Under questioning by Turner’s barrister, Sue Chrysanthou, SC, Price denied she had been involved in an attempted “coup” to oust Turner as chief executive of the CLC.
“No, I didn’t participate in a coup. That is incorrect,” Price said.
Morris is no longer principal of the school. He was found guilty this year in Alice Springs Local Court of four counts of aggravated assault against students while he was principal.
In text messages to Price, sent in June 2024 and tendered in court, Morris said that “there is [sic] some pretty big movements about to go on at the Central Land Council” and “they are planning a coup and getting rid of the CEO and executive … This will happen is [sic] 5 weeks”.
Price replied to his messages: “That’s fantastic.” Morris said in the messages that CLC chair Matt Palmer “and his team” had the “full support of all 90 delegates”.
Asked why she wrote that this was a fantastic development, Price said that she believed Aboriginal communities were taking matters “into their own hands”.
In the opening line of her media release, published on July 21 last year, Price said that a “motion of no confidence was moved last week in relation to the CEO of the Central Land Council”. Turner was not named, but there is no dispute that it identified him.
The press release continued: “Through last week’s vote, a majority of Central Land Council members showed their support for the dismissal of the CEO due to unprofessional conduct.”
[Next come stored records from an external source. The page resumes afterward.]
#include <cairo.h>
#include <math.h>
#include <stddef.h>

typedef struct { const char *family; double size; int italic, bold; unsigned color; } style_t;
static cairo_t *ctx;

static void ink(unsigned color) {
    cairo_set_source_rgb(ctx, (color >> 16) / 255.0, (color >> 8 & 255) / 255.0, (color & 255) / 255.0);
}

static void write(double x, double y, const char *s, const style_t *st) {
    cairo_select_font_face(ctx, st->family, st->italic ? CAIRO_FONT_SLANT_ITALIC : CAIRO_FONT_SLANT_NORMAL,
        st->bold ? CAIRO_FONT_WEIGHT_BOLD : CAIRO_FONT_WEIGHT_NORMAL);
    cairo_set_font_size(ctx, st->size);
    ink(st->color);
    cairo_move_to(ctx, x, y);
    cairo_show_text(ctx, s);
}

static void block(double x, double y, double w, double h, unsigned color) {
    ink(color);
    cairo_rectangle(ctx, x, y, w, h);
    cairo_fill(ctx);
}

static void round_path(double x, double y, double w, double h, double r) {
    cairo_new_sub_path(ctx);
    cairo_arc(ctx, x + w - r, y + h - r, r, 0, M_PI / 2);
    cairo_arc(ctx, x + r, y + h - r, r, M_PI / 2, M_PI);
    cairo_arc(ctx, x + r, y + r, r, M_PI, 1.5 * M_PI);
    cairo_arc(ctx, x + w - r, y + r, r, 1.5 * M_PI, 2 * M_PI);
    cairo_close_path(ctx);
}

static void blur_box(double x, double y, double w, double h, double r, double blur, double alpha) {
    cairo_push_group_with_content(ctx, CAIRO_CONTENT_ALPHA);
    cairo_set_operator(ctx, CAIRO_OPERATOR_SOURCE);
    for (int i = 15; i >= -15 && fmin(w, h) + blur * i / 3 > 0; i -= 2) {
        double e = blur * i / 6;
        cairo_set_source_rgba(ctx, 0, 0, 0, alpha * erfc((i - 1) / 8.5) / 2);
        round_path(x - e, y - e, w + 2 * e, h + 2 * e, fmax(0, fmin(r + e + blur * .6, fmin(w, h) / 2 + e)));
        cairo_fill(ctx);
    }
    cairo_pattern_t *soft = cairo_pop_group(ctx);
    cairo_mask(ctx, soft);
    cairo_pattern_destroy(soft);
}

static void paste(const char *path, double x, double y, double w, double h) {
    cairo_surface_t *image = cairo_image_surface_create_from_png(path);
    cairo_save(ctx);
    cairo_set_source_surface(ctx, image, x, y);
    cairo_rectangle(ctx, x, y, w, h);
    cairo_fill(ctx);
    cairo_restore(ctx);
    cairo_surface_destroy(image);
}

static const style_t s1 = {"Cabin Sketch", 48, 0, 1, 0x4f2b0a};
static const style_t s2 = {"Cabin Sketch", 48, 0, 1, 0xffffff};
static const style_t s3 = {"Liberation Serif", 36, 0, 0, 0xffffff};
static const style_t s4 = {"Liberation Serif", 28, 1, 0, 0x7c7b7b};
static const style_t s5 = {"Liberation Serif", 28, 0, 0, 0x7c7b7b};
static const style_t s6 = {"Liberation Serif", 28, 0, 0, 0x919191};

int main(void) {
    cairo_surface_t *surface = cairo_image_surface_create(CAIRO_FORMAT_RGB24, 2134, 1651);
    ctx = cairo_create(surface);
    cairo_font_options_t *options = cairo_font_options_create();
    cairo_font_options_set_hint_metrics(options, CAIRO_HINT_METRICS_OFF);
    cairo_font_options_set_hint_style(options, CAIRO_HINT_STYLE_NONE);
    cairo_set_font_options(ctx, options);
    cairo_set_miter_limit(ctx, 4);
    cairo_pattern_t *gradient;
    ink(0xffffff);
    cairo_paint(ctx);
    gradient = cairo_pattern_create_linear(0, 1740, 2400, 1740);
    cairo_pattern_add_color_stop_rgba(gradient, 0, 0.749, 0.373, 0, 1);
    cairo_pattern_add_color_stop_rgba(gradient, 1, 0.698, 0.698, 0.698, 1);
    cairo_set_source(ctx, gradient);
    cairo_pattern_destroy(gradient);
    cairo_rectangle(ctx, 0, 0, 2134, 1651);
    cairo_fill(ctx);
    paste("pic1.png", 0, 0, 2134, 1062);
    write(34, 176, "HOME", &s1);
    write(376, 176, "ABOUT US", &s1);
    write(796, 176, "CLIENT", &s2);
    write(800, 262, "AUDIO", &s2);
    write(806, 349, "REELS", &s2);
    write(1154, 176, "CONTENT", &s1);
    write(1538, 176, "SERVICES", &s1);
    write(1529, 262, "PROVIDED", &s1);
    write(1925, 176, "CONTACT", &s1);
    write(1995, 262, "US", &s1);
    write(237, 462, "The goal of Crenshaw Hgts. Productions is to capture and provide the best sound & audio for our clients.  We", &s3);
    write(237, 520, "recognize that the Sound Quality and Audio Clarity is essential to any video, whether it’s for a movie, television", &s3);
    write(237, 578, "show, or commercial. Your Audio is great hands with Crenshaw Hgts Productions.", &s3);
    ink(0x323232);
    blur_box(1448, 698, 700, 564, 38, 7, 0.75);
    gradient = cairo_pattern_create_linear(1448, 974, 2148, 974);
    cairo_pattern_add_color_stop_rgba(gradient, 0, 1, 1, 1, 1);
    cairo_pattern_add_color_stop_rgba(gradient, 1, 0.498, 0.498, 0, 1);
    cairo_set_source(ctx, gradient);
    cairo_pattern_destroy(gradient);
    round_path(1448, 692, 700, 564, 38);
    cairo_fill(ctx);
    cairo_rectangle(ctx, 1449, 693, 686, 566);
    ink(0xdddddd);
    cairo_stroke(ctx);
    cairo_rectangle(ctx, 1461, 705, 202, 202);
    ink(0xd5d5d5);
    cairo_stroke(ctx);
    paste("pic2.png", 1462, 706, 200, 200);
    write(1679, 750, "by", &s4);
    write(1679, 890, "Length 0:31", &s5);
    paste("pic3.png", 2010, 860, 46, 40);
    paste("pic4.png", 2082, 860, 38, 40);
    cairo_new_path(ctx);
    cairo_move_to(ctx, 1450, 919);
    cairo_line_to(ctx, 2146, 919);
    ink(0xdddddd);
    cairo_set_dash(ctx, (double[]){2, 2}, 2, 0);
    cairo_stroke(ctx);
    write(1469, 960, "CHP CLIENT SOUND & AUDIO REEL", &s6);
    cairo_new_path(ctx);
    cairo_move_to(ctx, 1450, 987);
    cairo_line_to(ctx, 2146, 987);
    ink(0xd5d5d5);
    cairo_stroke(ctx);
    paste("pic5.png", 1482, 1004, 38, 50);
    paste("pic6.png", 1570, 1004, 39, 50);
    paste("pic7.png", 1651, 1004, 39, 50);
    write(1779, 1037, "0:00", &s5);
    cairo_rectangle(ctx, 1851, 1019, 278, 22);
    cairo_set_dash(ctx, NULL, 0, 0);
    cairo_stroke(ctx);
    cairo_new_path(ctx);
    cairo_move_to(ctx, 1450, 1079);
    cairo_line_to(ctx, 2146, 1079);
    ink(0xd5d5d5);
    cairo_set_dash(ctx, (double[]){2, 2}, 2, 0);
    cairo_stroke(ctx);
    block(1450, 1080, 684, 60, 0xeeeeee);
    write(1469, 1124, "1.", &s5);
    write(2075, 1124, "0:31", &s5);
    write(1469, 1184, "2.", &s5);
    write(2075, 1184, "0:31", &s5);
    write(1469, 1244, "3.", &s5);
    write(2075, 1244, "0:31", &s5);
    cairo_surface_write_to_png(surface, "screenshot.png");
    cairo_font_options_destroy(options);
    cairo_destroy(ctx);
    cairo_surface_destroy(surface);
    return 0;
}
It said the motion was “unsuccessful” but that it had been “backed by the Central Land Council chair Matt Palmer”.
However, Price has conceded during her evidence that she now knows that there was no vote.
In documents filed in court, Price has said she directed her senior adviser in July 2024, before her media release, to “engage with” Morris “to assist” Palmer. Morris emailed that staffer “the text of a draft media release proposed to be issued by Mr Palmer” about Turner, the documents say.
On July 20, 2024, Palmer issued a media release headed: “CLC Council voice no confidence in CEO Lesley Turner.” Price’s media release was published shortly after that development.
Price repeatedly denied in court that she had been involved in an attempted coup, and said her staff member had merely offered support for the chair of the Central Land Council.
In documents filed in court, Turner says the media release conveyed a number of false and defamatory claims about him, including that he “no longer had the support of the majority of Central Land Council members because of his unprofessional behaviour in that role”.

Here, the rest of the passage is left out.